[Biopython] losing information
Peter
biopython at maubp.freeserve.co.uk
Thu Oct 29 10:13:04 UTC 2009
On Thu, Oct 29, 2009 at 4:53 AM, Liam Thompson <dejmail at gmail.com> wrote:
> hi everyone
>
> I'm running a simple script to remove genbank records from
> a GB file that I have indentified as undesirable. The only
> problem is that when the script is run, all the annotation
> info (CDS etc) for entries is lost, only the sequence and ID
> is kept. I was wondering if there is an option I am missing,
> or if I am using an incorrect variable type somewhere. I just
> can't seem to get all the info written.
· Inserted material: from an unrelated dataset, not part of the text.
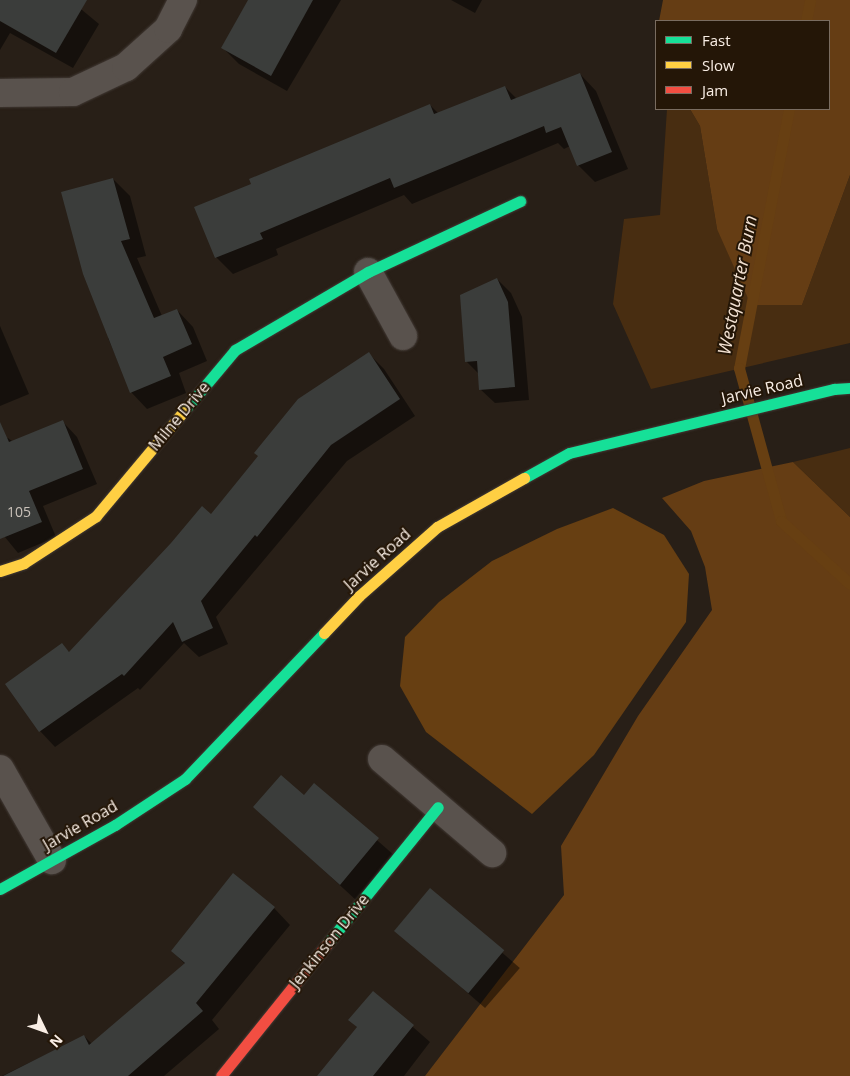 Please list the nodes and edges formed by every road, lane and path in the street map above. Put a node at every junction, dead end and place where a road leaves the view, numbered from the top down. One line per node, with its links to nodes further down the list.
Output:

I guess since you are losing the CDS features you have an
old version of Biopython. From 1.51 onwards we do write
out the feature table, see:
http://www.biopython.org/wiki/SeqIO#File_Formats
However, using Bio.SeqIO to parse and write GenBank files
is still lossy. References are not (yet) written out for example.
There are alternatives: Internally Bio.SeqIO is using
Bio.GenBank to parse the files, and this offers two parsers,
one giving SeqRecord objects (used by SeqIO), and one
giving GenBank specific Records. This later parser should
do a better jobs of preserving the data on output.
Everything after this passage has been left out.